*Task requirements*:
From the entries below, gather every line containing the string "Тернопільська".

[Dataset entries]
Segment Open

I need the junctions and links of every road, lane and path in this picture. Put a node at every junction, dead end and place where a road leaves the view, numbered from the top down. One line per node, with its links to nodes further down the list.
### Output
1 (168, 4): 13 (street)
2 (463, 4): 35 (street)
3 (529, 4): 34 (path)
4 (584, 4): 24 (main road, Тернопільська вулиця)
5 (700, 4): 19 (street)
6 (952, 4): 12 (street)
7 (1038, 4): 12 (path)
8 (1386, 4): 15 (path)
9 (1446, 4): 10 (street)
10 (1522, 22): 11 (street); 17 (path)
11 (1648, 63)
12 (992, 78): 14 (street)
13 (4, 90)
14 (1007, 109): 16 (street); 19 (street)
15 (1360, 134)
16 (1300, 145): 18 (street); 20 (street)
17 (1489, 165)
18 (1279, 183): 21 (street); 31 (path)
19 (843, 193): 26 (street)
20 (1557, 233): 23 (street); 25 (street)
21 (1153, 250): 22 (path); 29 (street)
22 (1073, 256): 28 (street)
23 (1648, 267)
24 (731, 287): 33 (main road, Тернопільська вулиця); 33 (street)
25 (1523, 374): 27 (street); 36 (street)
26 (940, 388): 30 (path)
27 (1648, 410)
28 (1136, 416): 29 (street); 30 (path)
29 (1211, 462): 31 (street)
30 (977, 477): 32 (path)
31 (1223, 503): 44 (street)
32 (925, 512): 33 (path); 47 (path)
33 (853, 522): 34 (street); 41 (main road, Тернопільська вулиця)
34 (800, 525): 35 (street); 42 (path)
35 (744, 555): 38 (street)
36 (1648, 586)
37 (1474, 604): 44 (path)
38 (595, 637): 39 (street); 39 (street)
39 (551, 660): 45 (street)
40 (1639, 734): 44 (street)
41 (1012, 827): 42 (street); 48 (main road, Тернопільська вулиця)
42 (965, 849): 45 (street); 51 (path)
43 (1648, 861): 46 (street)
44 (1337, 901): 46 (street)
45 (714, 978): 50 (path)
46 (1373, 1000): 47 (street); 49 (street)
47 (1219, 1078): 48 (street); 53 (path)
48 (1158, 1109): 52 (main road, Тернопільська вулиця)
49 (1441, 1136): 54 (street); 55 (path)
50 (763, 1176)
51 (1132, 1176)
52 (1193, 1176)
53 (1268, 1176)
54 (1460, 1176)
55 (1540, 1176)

Segment Closed
Segment Open

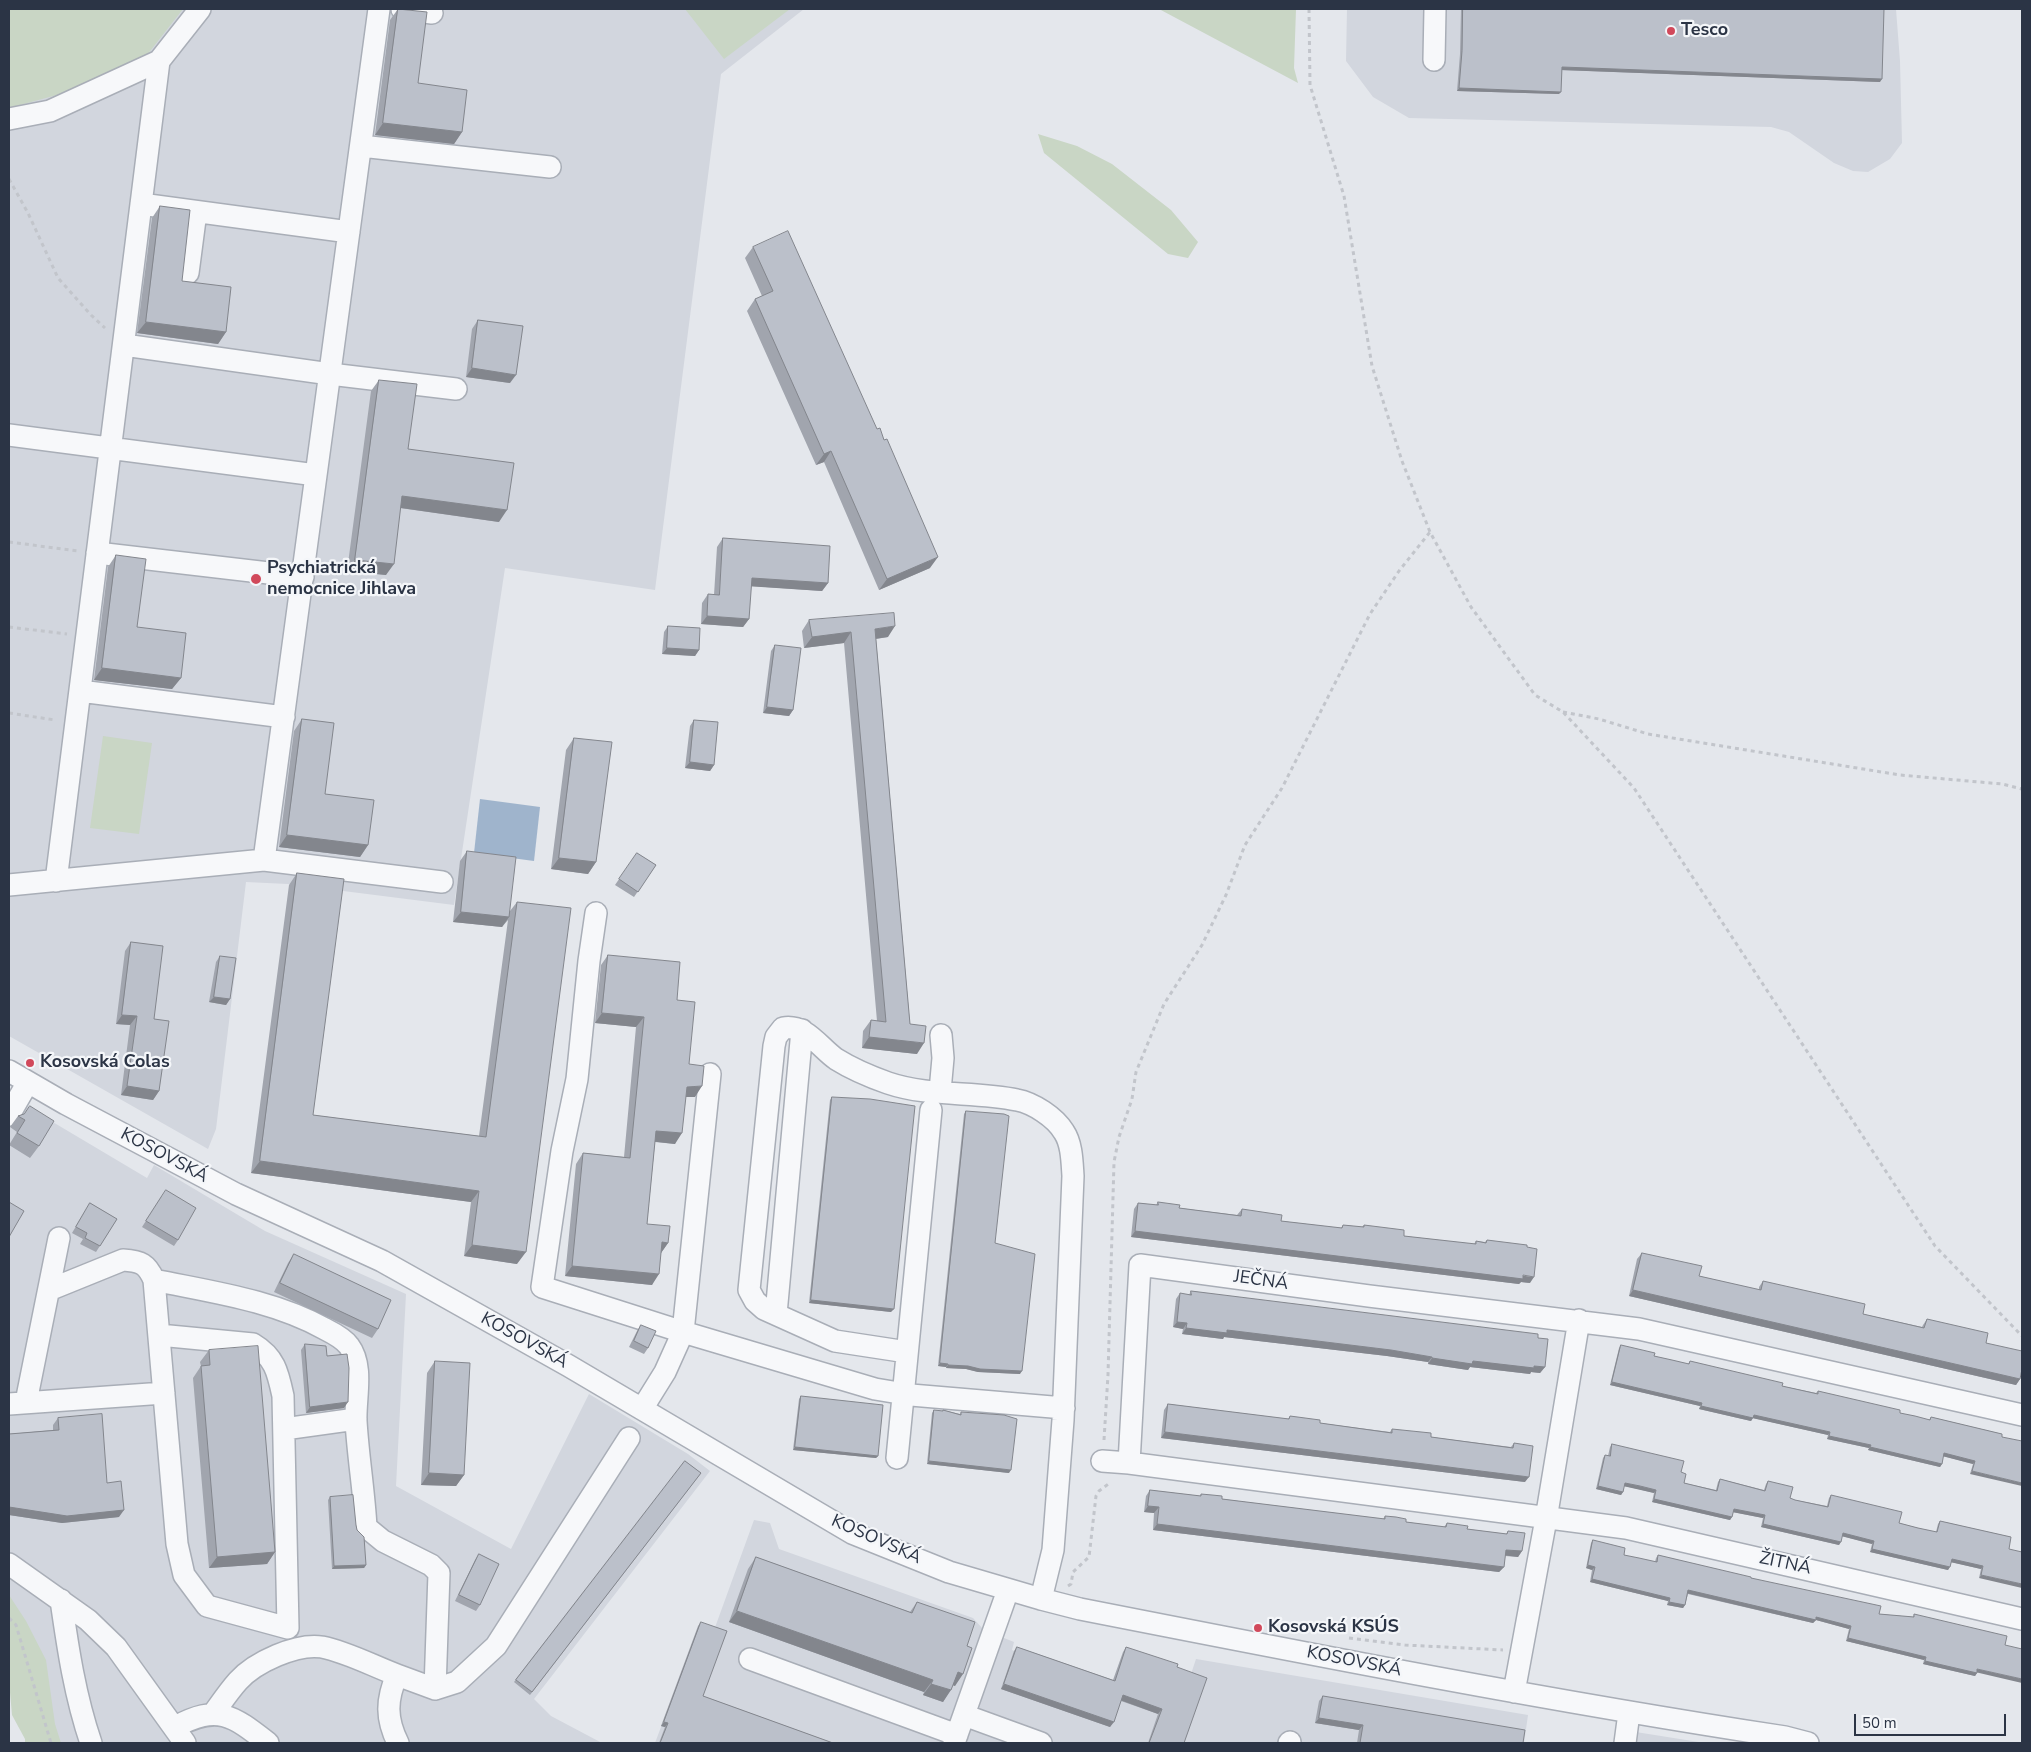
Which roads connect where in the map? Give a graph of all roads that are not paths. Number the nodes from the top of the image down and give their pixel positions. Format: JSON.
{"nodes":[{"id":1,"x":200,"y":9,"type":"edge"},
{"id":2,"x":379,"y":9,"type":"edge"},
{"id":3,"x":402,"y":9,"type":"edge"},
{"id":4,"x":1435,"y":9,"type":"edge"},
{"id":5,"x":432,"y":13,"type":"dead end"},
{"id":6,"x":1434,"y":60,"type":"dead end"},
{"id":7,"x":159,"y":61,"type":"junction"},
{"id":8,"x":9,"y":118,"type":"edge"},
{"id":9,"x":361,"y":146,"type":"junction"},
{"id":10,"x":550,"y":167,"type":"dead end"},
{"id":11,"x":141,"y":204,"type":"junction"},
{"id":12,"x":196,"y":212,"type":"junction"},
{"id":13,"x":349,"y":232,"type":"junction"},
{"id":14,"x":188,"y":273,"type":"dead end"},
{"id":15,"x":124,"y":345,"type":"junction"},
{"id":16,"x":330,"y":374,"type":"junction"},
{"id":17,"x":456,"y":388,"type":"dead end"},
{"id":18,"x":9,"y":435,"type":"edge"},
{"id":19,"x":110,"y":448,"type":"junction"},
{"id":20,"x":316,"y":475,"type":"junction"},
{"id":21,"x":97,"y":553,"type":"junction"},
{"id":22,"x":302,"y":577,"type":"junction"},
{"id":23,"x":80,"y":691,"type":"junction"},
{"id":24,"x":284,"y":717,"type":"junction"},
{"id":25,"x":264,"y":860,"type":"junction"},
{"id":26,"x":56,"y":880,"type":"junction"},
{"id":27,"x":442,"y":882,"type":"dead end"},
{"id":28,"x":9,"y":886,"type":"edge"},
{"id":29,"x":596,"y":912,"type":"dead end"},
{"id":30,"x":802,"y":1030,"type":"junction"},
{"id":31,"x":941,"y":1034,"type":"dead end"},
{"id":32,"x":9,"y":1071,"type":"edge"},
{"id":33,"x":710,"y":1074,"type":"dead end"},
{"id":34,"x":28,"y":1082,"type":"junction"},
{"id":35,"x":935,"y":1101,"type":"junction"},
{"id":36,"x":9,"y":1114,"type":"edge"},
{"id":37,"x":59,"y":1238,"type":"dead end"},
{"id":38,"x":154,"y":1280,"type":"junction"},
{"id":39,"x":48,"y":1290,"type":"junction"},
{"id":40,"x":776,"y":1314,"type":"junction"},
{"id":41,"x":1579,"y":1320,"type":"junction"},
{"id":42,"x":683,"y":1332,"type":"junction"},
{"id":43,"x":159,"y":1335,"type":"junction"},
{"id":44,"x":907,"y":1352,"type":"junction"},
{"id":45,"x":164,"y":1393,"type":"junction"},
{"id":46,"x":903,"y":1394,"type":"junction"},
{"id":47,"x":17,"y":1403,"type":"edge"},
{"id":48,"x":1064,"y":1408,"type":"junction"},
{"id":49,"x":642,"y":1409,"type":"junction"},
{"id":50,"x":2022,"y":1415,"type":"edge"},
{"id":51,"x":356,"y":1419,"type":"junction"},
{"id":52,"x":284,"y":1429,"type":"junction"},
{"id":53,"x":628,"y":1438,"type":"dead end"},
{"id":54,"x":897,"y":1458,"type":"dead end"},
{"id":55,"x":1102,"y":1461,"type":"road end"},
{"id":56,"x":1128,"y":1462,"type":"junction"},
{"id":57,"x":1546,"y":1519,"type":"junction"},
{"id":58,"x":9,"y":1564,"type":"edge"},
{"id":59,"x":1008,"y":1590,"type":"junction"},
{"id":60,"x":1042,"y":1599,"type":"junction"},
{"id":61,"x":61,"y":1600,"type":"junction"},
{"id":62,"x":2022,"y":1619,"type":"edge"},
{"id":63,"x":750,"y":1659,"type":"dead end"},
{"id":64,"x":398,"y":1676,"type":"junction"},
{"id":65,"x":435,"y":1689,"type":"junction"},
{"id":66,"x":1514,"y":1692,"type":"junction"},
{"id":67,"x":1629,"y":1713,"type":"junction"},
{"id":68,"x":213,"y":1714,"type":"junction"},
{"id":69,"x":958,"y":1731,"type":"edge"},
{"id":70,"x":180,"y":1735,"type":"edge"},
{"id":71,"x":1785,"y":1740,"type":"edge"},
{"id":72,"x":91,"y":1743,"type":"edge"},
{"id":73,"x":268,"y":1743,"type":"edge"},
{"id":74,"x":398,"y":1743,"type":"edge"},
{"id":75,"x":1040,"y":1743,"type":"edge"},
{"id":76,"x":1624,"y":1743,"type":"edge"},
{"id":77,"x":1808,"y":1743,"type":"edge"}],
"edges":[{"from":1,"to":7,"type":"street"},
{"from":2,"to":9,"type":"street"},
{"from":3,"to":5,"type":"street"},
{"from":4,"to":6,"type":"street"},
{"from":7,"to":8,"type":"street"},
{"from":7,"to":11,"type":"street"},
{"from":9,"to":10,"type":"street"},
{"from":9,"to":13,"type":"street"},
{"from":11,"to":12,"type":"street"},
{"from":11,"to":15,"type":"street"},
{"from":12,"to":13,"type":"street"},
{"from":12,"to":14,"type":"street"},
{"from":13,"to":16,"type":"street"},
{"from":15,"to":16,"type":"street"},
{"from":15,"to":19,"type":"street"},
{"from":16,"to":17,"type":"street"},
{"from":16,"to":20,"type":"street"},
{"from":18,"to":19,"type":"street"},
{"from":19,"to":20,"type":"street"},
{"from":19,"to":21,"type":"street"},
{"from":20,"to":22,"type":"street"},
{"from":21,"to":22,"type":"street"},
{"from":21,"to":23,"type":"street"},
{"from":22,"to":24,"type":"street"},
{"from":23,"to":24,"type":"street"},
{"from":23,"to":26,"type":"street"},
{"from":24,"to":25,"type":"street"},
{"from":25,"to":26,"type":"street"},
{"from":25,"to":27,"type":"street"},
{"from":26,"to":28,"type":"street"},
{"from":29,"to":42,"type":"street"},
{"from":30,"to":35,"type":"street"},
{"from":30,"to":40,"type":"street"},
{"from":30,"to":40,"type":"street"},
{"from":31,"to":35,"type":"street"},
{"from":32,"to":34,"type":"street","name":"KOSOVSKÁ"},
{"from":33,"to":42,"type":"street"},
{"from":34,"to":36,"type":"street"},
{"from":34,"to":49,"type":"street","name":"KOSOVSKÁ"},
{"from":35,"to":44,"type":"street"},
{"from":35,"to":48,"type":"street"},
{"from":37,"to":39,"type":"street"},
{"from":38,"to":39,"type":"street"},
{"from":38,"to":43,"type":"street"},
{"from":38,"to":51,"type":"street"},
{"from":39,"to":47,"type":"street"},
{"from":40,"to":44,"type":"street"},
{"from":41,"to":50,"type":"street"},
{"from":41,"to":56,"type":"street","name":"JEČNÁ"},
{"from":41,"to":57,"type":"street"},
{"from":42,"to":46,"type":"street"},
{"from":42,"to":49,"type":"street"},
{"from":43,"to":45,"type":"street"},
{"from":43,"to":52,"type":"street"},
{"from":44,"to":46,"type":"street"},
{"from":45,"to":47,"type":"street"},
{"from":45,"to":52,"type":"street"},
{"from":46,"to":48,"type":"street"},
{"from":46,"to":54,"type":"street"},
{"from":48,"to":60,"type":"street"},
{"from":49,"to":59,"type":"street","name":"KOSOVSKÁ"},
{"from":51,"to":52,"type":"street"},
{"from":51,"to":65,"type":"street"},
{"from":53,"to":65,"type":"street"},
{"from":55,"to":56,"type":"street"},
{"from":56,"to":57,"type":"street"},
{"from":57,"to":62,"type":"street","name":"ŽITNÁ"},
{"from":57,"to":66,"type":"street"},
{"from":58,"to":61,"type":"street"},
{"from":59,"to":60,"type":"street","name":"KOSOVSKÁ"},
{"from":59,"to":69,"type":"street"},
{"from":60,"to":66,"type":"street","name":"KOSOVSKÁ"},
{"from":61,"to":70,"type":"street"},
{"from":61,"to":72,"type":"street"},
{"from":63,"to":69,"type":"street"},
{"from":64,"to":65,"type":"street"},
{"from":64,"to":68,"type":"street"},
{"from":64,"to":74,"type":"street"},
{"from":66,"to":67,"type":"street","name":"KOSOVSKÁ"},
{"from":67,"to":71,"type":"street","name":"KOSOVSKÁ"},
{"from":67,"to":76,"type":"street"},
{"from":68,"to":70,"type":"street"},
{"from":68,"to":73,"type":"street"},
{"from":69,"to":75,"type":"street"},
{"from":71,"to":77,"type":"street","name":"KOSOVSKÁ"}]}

Segment Closed

*Exercise output*:
4 (584, 4): 24 (main road, Тернопільська вулиця)
24 (731, 287): 33 (main road, Тернопільська вулиця); 33 (street)
33 (853, 522): 34 (street); 41 (main road, Тернопільська вулиця)
41 (1012, 827): 42 (street); 48 (main road, Тернопільська вулиця)
48 (1158, 1109): 52 (main road, Тернопільська вулиця)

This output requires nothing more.